» Aim of the exercise
Look through the entries and count each line that includes the string "numbered". Reply with the number alone.

» Data supplied
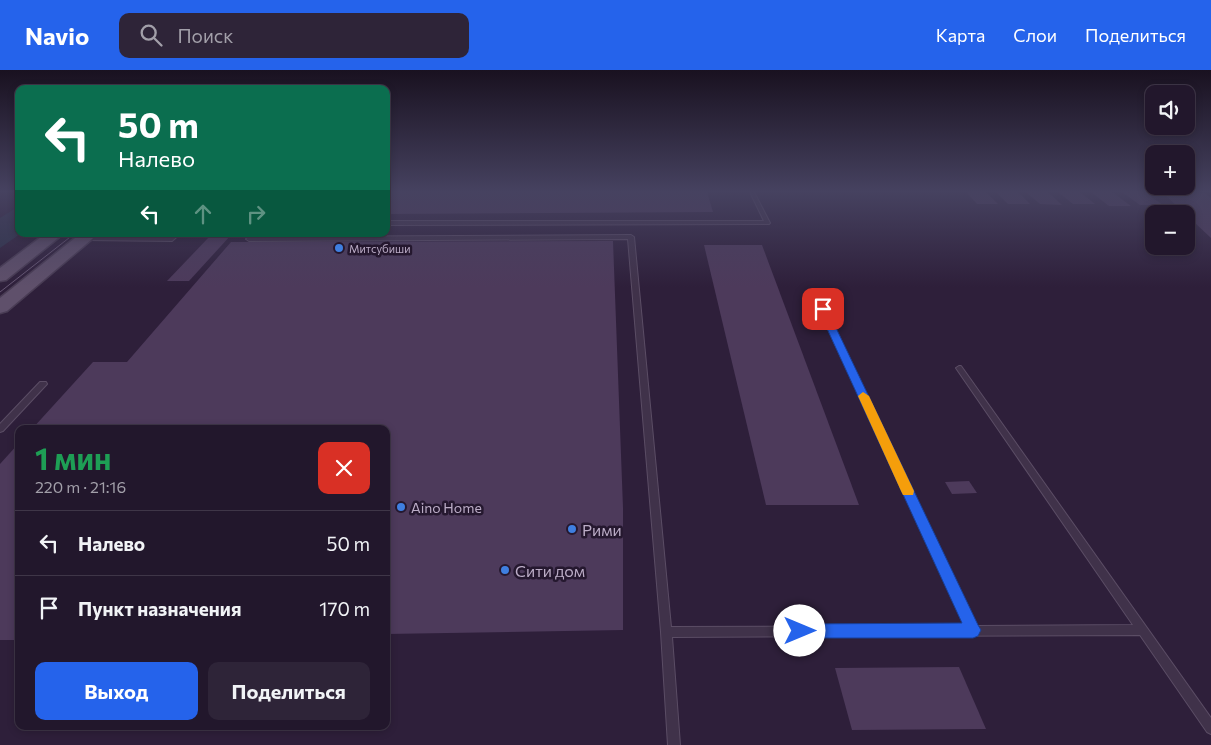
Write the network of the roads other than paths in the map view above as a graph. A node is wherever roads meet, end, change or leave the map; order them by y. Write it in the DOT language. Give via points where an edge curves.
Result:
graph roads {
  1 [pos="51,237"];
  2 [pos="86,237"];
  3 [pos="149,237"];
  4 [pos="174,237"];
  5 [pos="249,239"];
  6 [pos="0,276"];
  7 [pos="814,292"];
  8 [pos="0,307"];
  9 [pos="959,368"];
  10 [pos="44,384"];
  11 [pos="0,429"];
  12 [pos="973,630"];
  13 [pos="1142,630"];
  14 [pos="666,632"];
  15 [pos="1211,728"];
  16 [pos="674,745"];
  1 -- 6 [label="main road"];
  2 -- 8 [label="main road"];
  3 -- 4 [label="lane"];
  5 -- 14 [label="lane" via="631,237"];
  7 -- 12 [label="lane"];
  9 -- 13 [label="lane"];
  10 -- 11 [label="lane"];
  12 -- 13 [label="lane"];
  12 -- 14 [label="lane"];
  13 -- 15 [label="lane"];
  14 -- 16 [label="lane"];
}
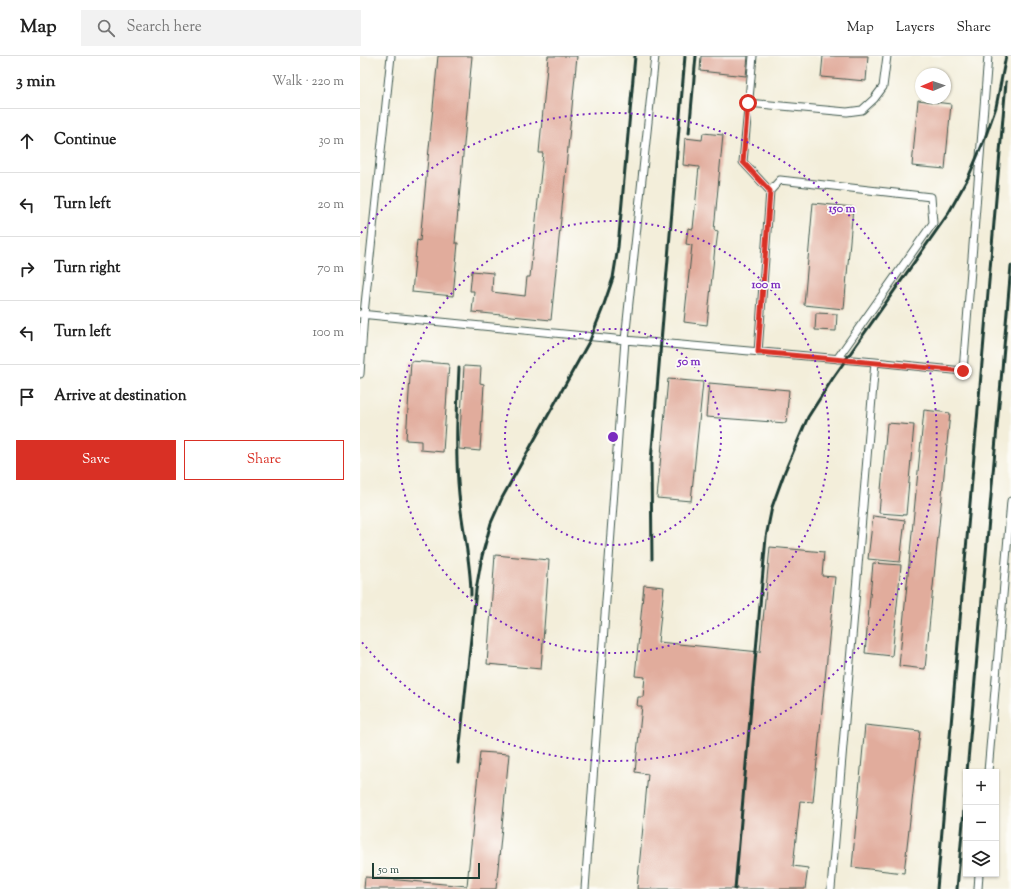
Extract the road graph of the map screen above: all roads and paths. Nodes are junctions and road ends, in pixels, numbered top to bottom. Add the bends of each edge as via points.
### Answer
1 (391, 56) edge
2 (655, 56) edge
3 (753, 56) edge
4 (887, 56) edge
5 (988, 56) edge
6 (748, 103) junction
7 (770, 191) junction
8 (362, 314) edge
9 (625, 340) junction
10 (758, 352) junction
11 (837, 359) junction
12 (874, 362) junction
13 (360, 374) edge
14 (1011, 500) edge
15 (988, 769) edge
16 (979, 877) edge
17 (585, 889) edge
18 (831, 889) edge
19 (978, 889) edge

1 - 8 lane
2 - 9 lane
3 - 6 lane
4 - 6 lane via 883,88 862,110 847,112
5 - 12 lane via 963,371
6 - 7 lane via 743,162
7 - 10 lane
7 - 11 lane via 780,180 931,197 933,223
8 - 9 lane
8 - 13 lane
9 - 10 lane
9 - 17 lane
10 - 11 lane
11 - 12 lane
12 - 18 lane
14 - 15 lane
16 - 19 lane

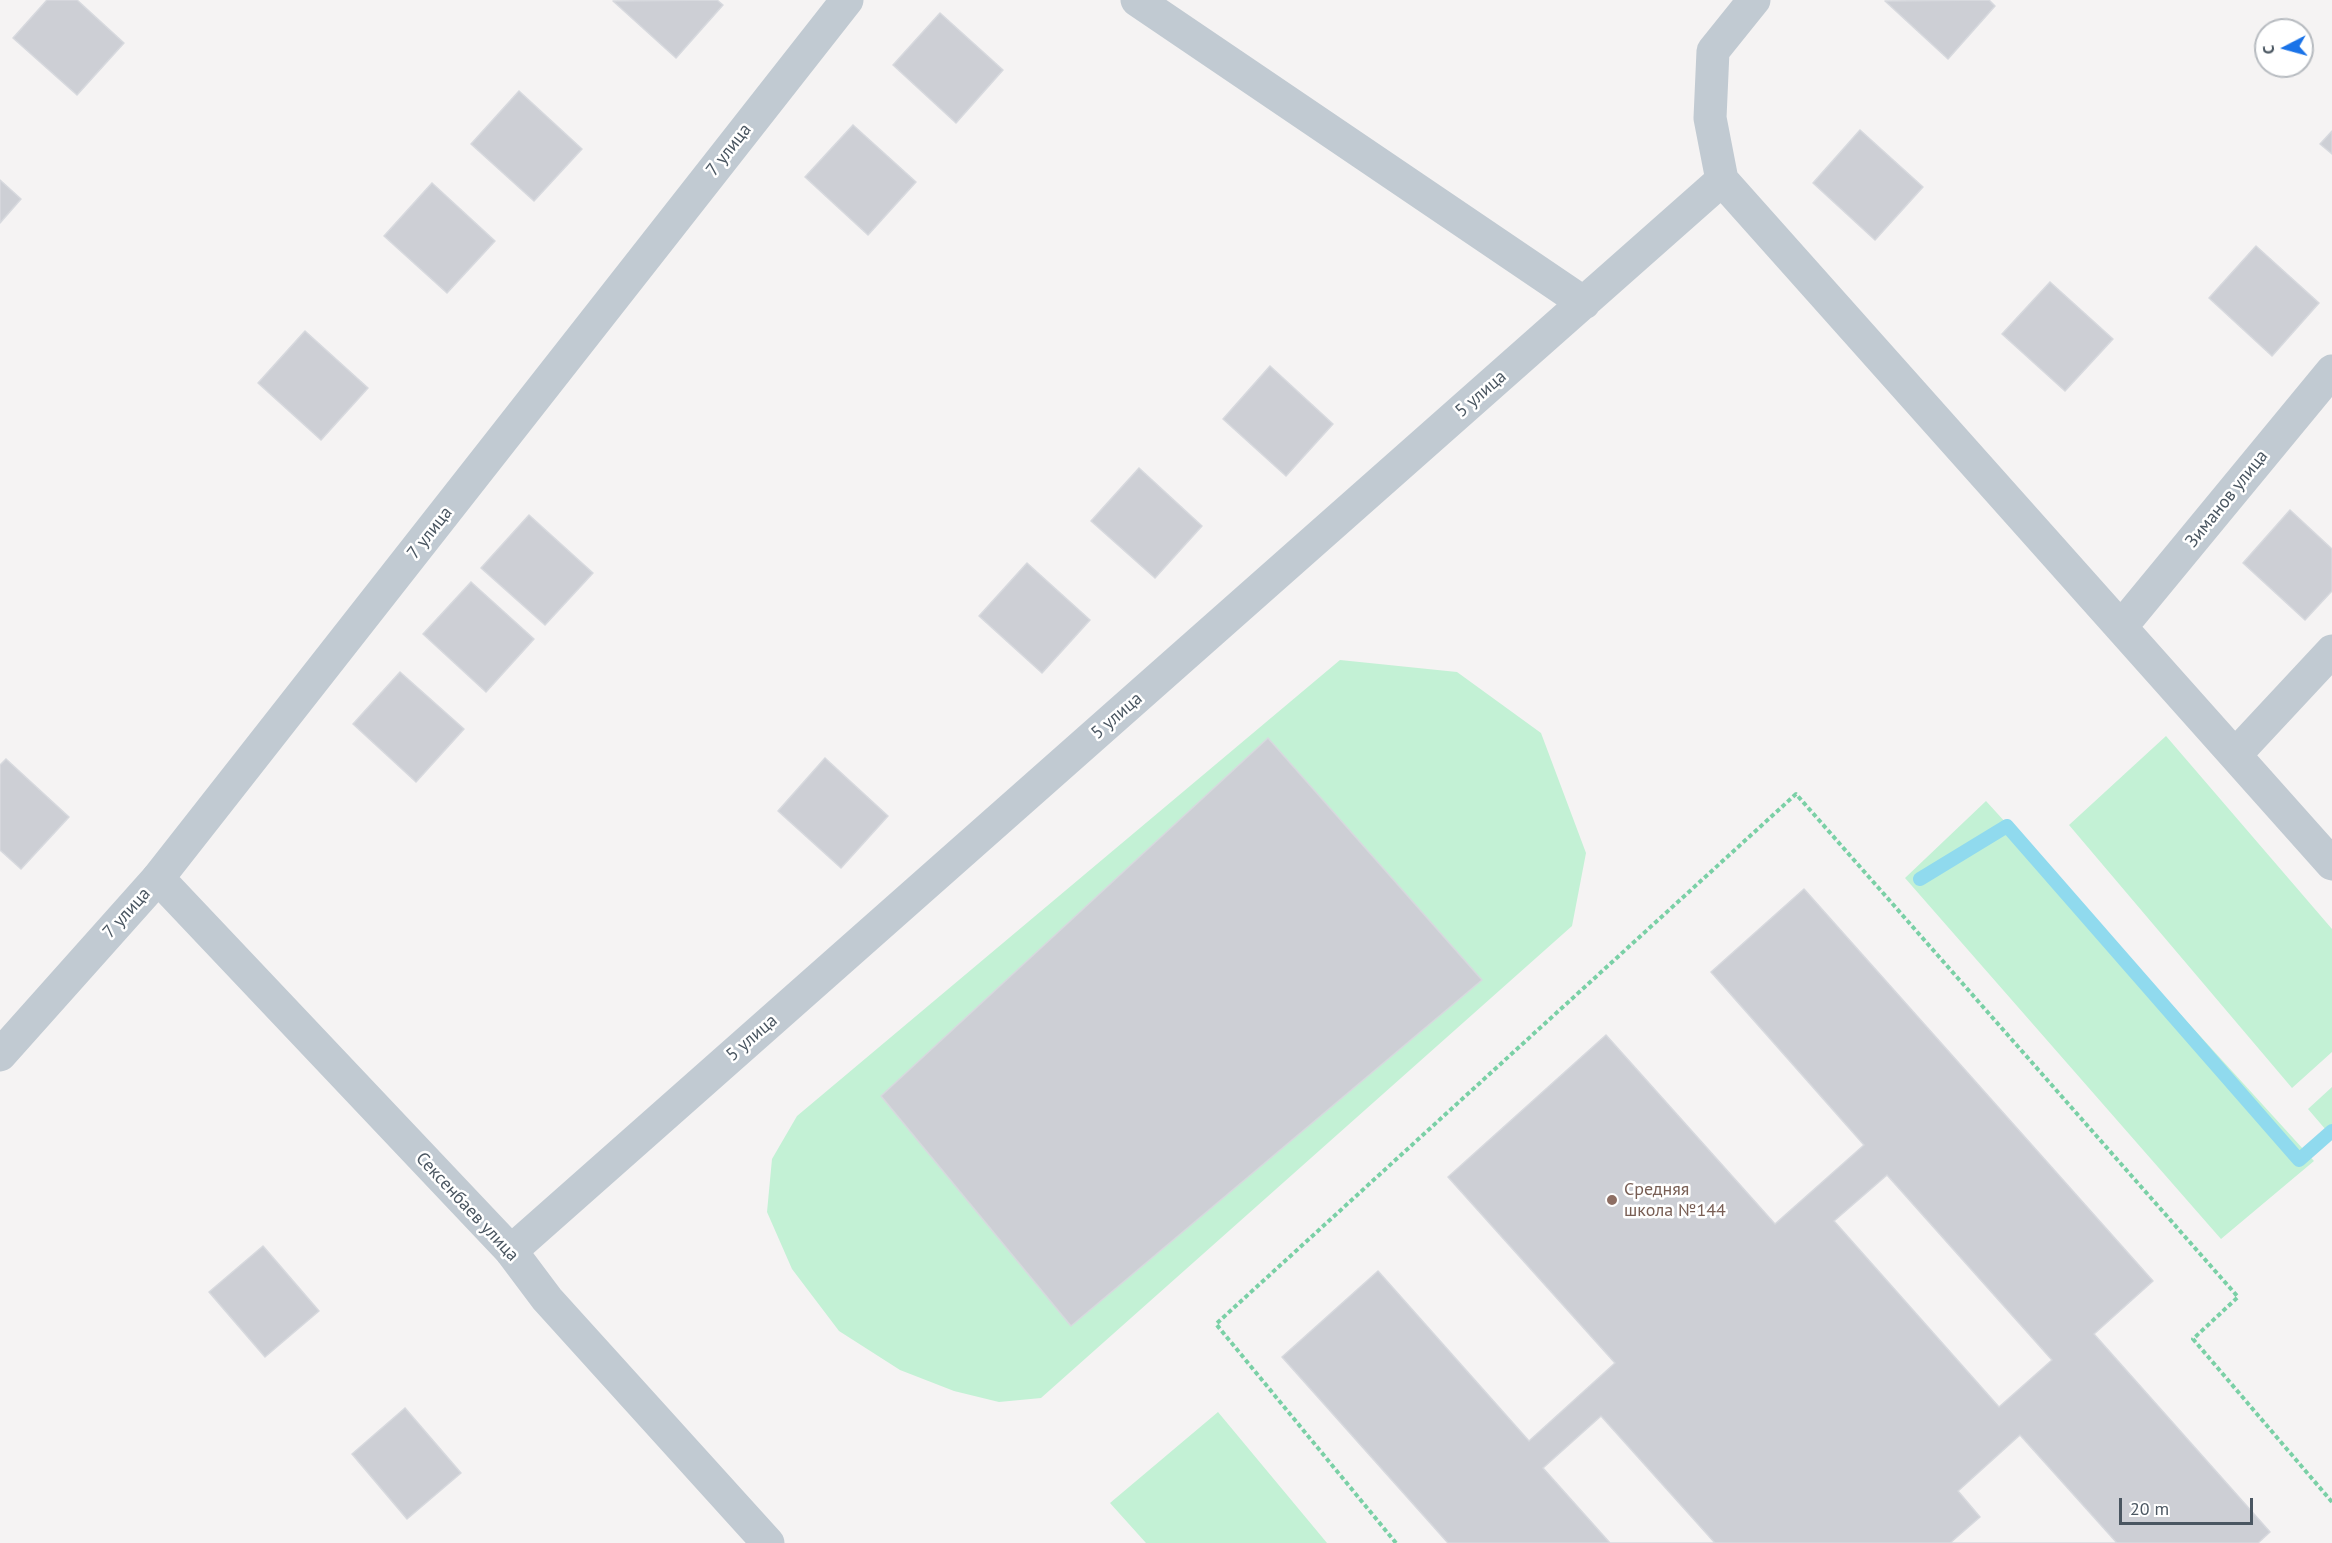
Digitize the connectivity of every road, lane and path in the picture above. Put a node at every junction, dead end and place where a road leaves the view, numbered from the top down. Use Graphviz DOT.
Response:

» Reply
2